- **Instructions for the task**
Find each line below that includes "兵庫塚街道", then copy it.

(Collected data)
——

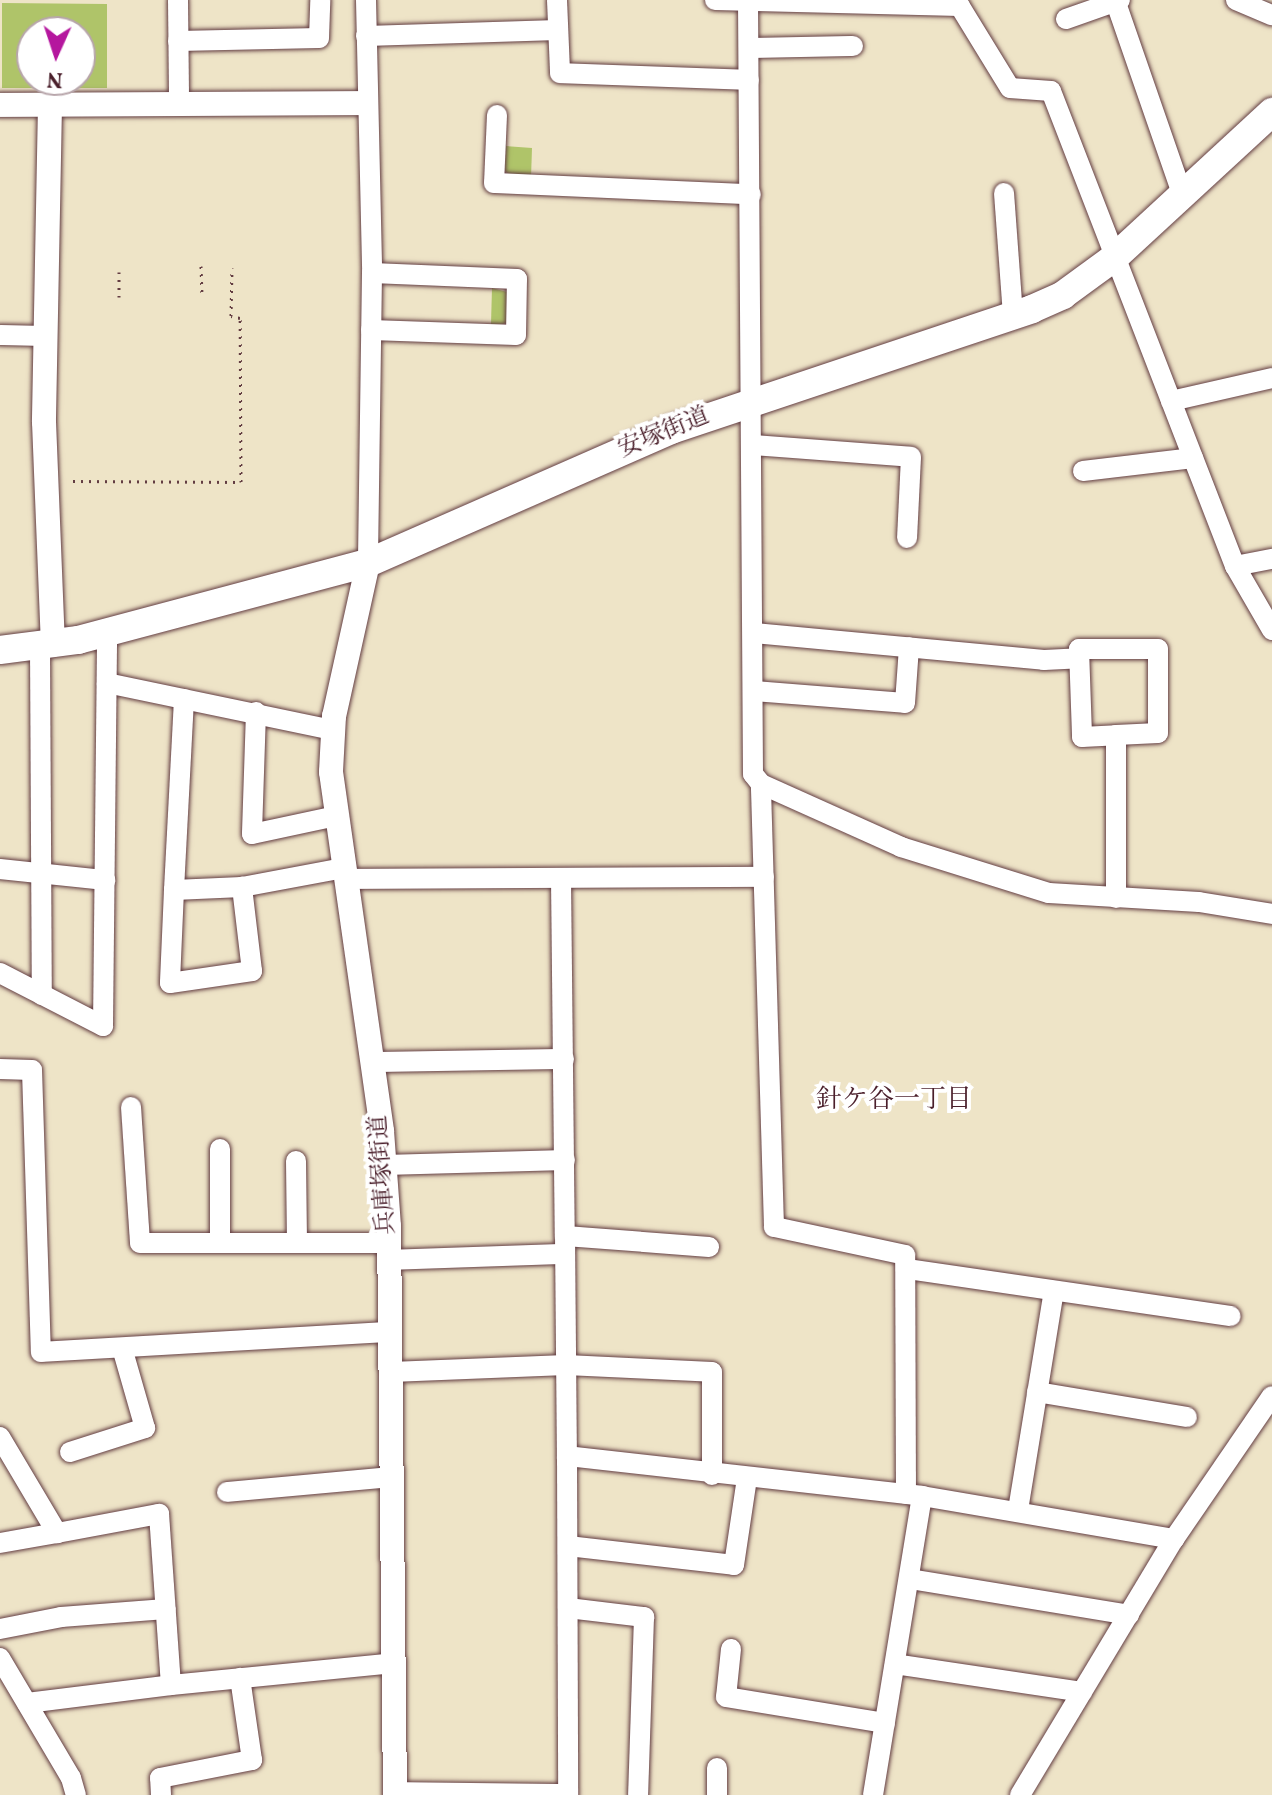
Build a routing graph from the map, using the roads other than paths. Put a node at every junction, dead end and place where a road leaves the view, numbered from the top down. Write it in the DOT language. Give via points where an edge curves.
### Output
graph roads {
  1 [pos="178,0"];
  2 [pos="320,0"];
  3 [pos="366,0"];
  4 [pos="557,0"];
  5 [pos="715,0"];
  6 [pos="1236,0"];
  7 [pos="748,1"];
  8 [pos="1117,1"];
  9 [pos="958,3"];
  10 [pos="1272,15"];
  11 [pos="1066,19"];
  12 [pos="558,30"];
  13 [pos="366,36"];
  14 [pos="178,41"];
  15 [pos="853,46"];
  16 [pos="749,48"];
  17 [pos="749,80"];
  18 [pos="365,103"];
  19 [pos="179,104"];
  20 [pos="0,105"];
  21 [pos="50,105"];
  22 [pos="1272,112"];
  23 [pos="497,115"];
  24 [pos="1004,193"];
  25 [pos="751,194"];
  26 [pos="1183,196"];
  27 [pos="1115,257"];
  28 [pos="372,273"];
  29 [pos="1013,316"];
  30 [pos="371,330"];
  31 [pos="0,335"];
  32 [pos="46,336"];
  33 [pos="1272,378"];
  34 [pos="753,401"];
  35 [pos="1171,401"];
  36 [pos="753,445"];
  37 [pos="1193,458"];
  38 [pos="1083,471"];
  39 [pos="907,538"];
  40 [pos="1272,559"];
  41 [pos="368,563"];
  42 [pos="1235,566"];
  43 [pos="1272,630"];
  44 [pos="107,633"];
  45 [pos="754,633"];
  46 [pos="47,646"];
  47 [pos="909,647"];
  48 [pos="0,650"];
  49 [pos="1079,658"];
  50 [pos="107,683"];
  51 [pos="754,691"];
  52 [pos="184,699"];
  53 [pos="256,712"];
  54 [pos="332,730"];
  55 [pos="1116,735"];
  56 [pos="761,784"];
  57 [pos="336,816"];
  58 [pos="0,869"];
  59 [pos="42,874"];
  60 [pos="344,874"];
  61 [pos="764,877"];
  62 [pos="561,878"];
  63 [pos="105,880"];
  64 [pos="242,887"];
  65 [pos="174,890"];
  66 [pos="1116,898"];
  67 [pos="1272,914"];
  68 [pos="0,973"];
  69 [pos="42,995"];
  70 [pos="564,1059"];
  71 [pos="372,1062"];
  72 [pos="0,1069"];
  73 [pos="131,1107"];
  74 [pos="220,1149"];
  75 [pos="565,1160"];
  76 [pos="296,1161"];
  77 [pos="385,1165"];
  78 [pos="220,1243"];
  79 [pos="297,1243"];
  80 [pos="565,1245"];
  81 [pos="709,1247"];
  82 [pos="389,1252"];
  83 [pos="908,1269"];
  84 [pos="1054,1291"];
  85 [pos="1231,1316"];
  86 [pos="389,1332"];
  87 [pos="122,1348"];
  88 [pos="566,1365"];
  89 [pos="391,1372"];
  90 [pos="1037,1392"];
  91 [pos="1272,1396"];
  92 [pos="1187,1417"];
  93 [pos="0,1437"];
  94 [pos="70,1452"];
  95 [pos="567,1456"];
  96 [pos="712,1475"];
  97 [pos="392,1477"];
  98 [pos="747,1478"];
  99 [pos="227,1492"];
  100 [pos="914,1495"];
  101 [pos="1018,1510"];
  102 [pos="57,1533"];
  103 [pos="1174,1539"];
  104 [pos="0,1543"];
  105 [pos="568,1546"];
  106 [pos="910,1579"];
  107 [pos="568,1608"];
  108 [pos="166,1609"];
  109 [pos="1129,1615"];
  110 [pos="0,1629"];
  111 [pos="731,1649"];
  112 [pos="0,1658"];
  113 [pos="394,1663"];
  114 [pos="895,1664"];
  115 [pos="240,1678"];
  116 [pos="171,1685"];
  117 [pos="1082,1692"];
  118 [pos="27,1703"];
  119 [pos="885,1723"];
  120 [pos="717,1768"];
  121 [pos="395,1794"];
  122 [pos="76,1795"];
  123 [pos="161,1795"];
  124 [pos="568,1795"];
  125 [pos="638,1795"];
  126 [pos="717,1795"];
  127 [pos="873,1795"];
  128 [pos="1020,1795"];
  1 -- 14 [label="street"];
  2 -- 14 [label="street" via="319,38"];
  3 -- 13 [label="street"];
  4 -- 12 [label="street"];
  5 -- 7 [label="street"];
  6 -- 10 [label="street"];
  7 -- 9 [label="street"];
  7 -- 16 [label="street"];
  8 -- 11 [label="street"];
  8 -- 26 [label="street"];
  9 -- 27 [label="street" via="1010,88 1051,91"];
  12 -- 13 [label="street"];
  12 -- 17 [label="street" via="560,73"];
  13 -- 18 [label="street"];
  14 -- 19 [label="street"];
  15 -- 16 [label="street"];
  16 -- 17 [label="street"];
  17 -- 25 [label="street"];
  18 -- 19 [label="street"];
  18 -- 28 [label="street"];
  19 -- 21 [label="street"];
  20 -- 21 [label="street"];
  21 -- 32 [label="street"];
  22 -- 26 [label="main road, 安塚街道"];
  23 -- 25 [label="street" via="494,183"];
  24 -- 29 [label="street"];
  25 -- 34 [label="street"];
  26 -- 27 [label="main road, 安塚街道"];
  27 -- 29 [label="main road, 安塚街道" via="1063,295"];
  27 -- 35 [label="street"];
  28 -- 30 [label="street"];
  28 -- 30 [label="street" via="517,279 516,335"];
  29 -- 34 [label="main road, 安塚街道"];
  30 -- 41 [label="street"];
  31 -- 32 [label="street"];
  32 -- 46 [label="street"];
  33 -- 35 [label="street"];
  34 -- 36 [label="street"];
  34 -- 41 [label="main road, 安塚街道" via="619,452"];
  35 -- 37 [label="street"];
  36 -- 39 [label="street" via="911,457"];
  36 -- 45 [label="street"];
  37 -- 38 [label="street"];
  37 -- 42 [label="street"];
  40 -- 42 [label="street"];
  41 -- 44 [label="main road, 安塚街道"];
  41 -- 54 [label="street, 兵庫塚街道"];
  42 -- 43 [label="street"];
  44 -- 46 [label="main road, 安塚街道"];
  44 -- 50 [label="street"];
  45 -- 47 [label="street"];
  45 -- 51 [label="street"];
  46 -- 48 [label="main road, 安塚街道"];
  46 -- 59 [label="street"];
  47 -- 49 [label="street"];
  47 -- 51 [label="street" via="905,703"];
  49 -- 55 [label="street" via="1082,737"];
  49 -- 55 [label="street" via="1079,649 1158,649 1158,733"];
  50 -- 52 [label="street"];
  50 -- 63 [label="street"];
  51 -- 56 [label="street" via="753,774"];
  52 -- 53 [label="street"];
  52 -- 65 [label="street"];
  53 -- 54 [label="street"];
  53 -- 57 [label="street" via="252,834"];
  54 -- 57 [label="street, 兵庫塚街道"];
  55 -- 66 [label="street"];
  56 -- 61 [label="street"];
  56 -- 66 [label="street" via="901,847 1049,893"];
  57 -- 60 [label="street, 兵庫塚街道"];
  58 -- 59 [label="street"];
  59 -- 63 [label="street"];
  59 -- 69 [label="street"];
  60 -- 62 [label="street"];
  60 -- 64 [label="street"];
  60 -- 71 [label="street, 兵庫塚街道"];
  61 -- 62 [label="street"];
  61 -- 83 [label="street" via="774,1227 905,1255"];
  62 -- 70 [label="street"];
  63 -- 69 [label="street" via="103,1026"];
  64 -- 65 [label="street"];
  64 -- 65 [label="street" via="252,971 170,983"];
  66 -- 67 [label="street" via="1199,902"];
  68 -- 69 [label="street"];
  70 -- 71 [label="street"];
  70 -- 75 [label="street"];
  71 -- 77 [label="street, 兵庫塚街道"];
  72 -- 87 [label="street" via="32,1070 41,1352"];
  73 -- 78 [label="street" via="140,1243"];
  74 -- 78 [label="street"];
  75 -- 77 [label="street"];
  75 -- 80 [label="street"];
  76 -- 79 [label="street"];
  77 -- 82 [label="street, 兵庫塚街道"];
  78 -- 79 [label="street"];
  79 -- 82 [label="street"];
  80 -- 81 [label="street"];
  80 -- 82 [label="street"];
  80 -- 88 [label="street"];
  82 -- 86 [label="street, 兵庫塚街道"];
  83 -- 84 [label="street"];
  83 -- 100 [label="street"];
  84 -- 85 [label="street"];
  84 -- 90 [label="street"];
  86 -- 87 [label="street"];
  86 -- 89 [label="street, 兵庫塚街道"];
  87 -- 94 [label="street" via="145,1428"];
  88 -- 89 [label="street"];
  88 -- 95 [label="street"];
  88 -- 96 [label="street" via="712,1372"];
  89 -- 97 [label="street, 兵庫塚街道"];
  90 -- 92 [label="street"];
  90 -- 101 [label="street"];
  91 -- 103 [label="street"];
  93 -- 102 [label="street"];
  95 -- 96 [label="street"];
  95 -- 105 [label="street"];
  96 -- 98 [label="street"];
  97 -- 99 [label="street"];
  97 -- 113 [label="street, 兵庫塚街道"];
  98 -- 100 [label="street"];
  98 -- 105 [label="street" via="734,1565"];
  100 -- 101 [label="street"];
  100 -- 106 [label="street"];
  101 -- 103 [label="street"];
  102 -- 104 [label="street"];
  102 -- 108 [label="street" via="159,1514"];
  103 -- 109 [label="street"];
  105 -- 107 [label="street"];
  106 -- 109 [label="street"];
  106 -- 114 [label="street"];
  107 -- 124 [label="street"];
  107 -- 125 [label="street" via="644,1617"];
  108 -- 110 [label="street" via="61,1617"];
  108 -- 116 [label="street"];
  109 -- 117 [label="street"];
  111 -- 119 [label="street" via="726,1697"];
  112 -- 118 [label="street"];
  113 -- 115 [label="street"];
  113 -- 121 [label="street, 兵庫塚街道"];
  114 -- 117 [label="street"];
  114 -- 119 [label="street"];
  115 -- 116 [label="street"];
  115 -- 123 [label="street" via="252,1760 160,1778"];
  116 -- 118 [label="street"];
  117 -- 128 [label="street"];
  118 -- 122 [label="street"];
  119 -- 127 [label="street"];
  120 -- 126 [label="street"];
  121 -- 124 [label="street"];
}
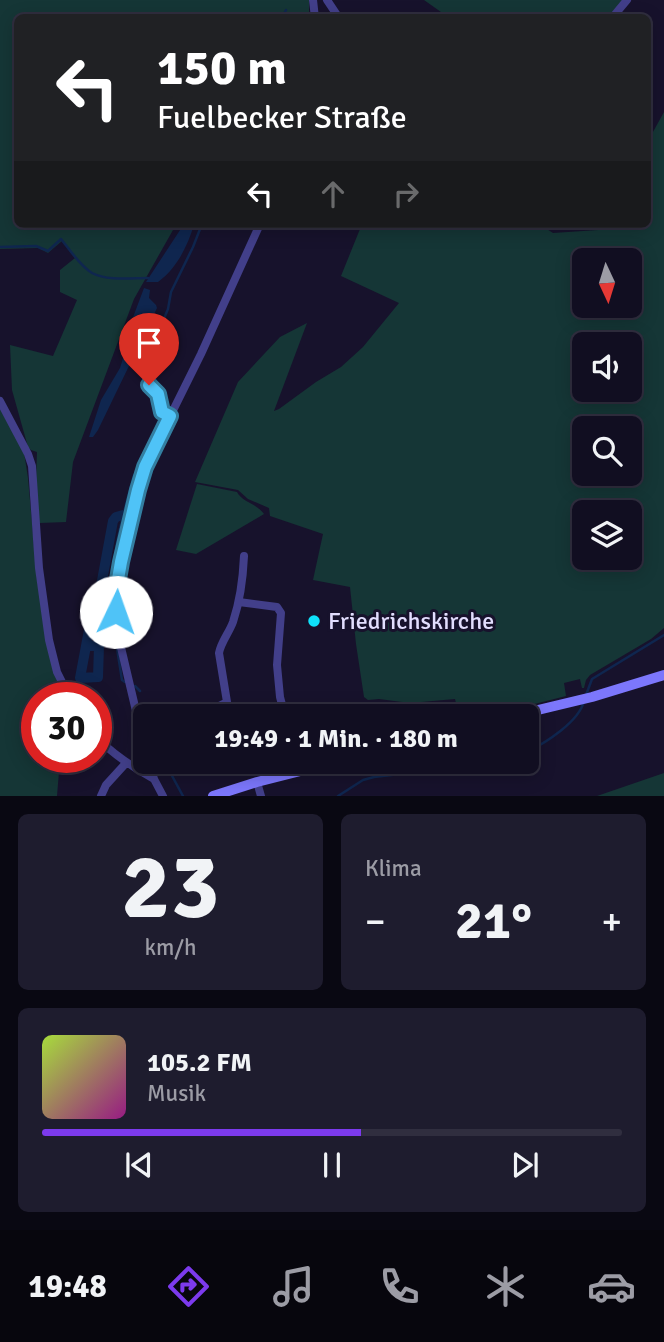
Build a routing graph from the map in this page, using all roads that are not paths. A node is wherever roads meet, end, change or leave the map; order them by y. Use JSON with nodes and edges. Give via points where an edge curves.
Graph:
{"nodes":[{"id":1,"x":627,"y":0,"type":"edge"},
{"id":2,"x":615,"y":14,"type":"edge"},
{"id":3,"x":258,"y":228,"type":"edge"},
{"id":4,"x":149,"y":385,"type":"dead end"},
{"id":5,"x":0,"y":401,"type":"edge"},
{"id":6,"x":170,"y":416,"type":"junction"},
{"id":7,"x":244,"y":556,"type":"dead end"},
{"id":8,"x":239,"y":602,"type":"junction"},
{"id":9,"x":664,"y":675,"type":"edge"},
{"id":10,"x":62,"y":682,"type":"edge"},
{"id":11,"x":135,"y":704,"type":"edge"},
{"id":12,"x":223,"y":704,"type":"edge"},
{"id":13,"x":282,"y":704,"type":"edge"},
{"id":14,"x":539,"y":709,"type":"edge"},
{"id":15,"x":112,"y":753,"type":"edge"},
{"id":16,"x":126,"y":763,"type":"junction"},
{"id":17,"x":153,"y":774,"type":"edge"},
{"id":18,"x":279,"y":774,"type":"edge"},
{"id":19,"x":154,"y":779,"type":"junction"},
{"id":20,"x":257,"y":782,"type":"junction"},
{"id":21,"x":101,"y":796,"type":"edge"},
{"id":22,"x":163,"y":796,"type":"edge"},
{"id":23,"x":213,"y":796,"type":"edge"},
{"id":24,"x":261,"y":796,"type":"edge"}],
"edges":[{"from":1,"to":2,"type":"street"},
{"from":3,"to":6,"type":"street"},
{"from":4,"to":6,"type":"street","via":[[158,394],[162,412]]},
{"from":5,"to":10,"type":"street","via":[[32,466],[49,640]]},
{"from":6,"to":11,"type":"street","via":[[145,467],[117,585],[119,639]]},
{"from":7,"to":8,"type":"street"},
{"from":8,"to":12,"type":"street","via":[[220,646],[227,702]]},
{"from":8,"to":13,"type":"street","via":[[277,607],[281,613],[277,665]]},
{"from":9,"to":14,"type":"main road"},
{"from":15,"to":16,"type":"street"},
{"from":16,"to":19,"type":"street"},
{"from":16,"to":21,"type":"street"},
{"from":17,"to":19,"type":"street"},
{"from":18,"to":20,"type":"main road"},
{"from":19,"to":22,"type":"street"},
{"from":20,"to":23,"type":"main road"},
{"from":20,"to":24,"type":"street"}]}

——

- **Solution for this task**
  41 -- 54 [label="street, 兵庫塚街道"];
  54 -- 57 [label="street, 兵庫塚街道"];
  57 -- 60 [label="street, 兵庫塚街道"];
  60 -- 71 [label="street, 兵庫塚街道"];
  71 -- 77 [label="street, 兵庫塚街道"];
  77 -- 82 [label="street, 兵庫塚街道"];
  82 -- 86 [label="street, 兵庫塚街道"];
  86 -- 89 [label="street, 兵庫塚街道"];
  89 -- 97 [label="street, 兵庫塚街道"];
  97 -- 113 [label="street, 兵庫塚街道"];
  113 -- 121 [label="street, 兵庫塚街道"];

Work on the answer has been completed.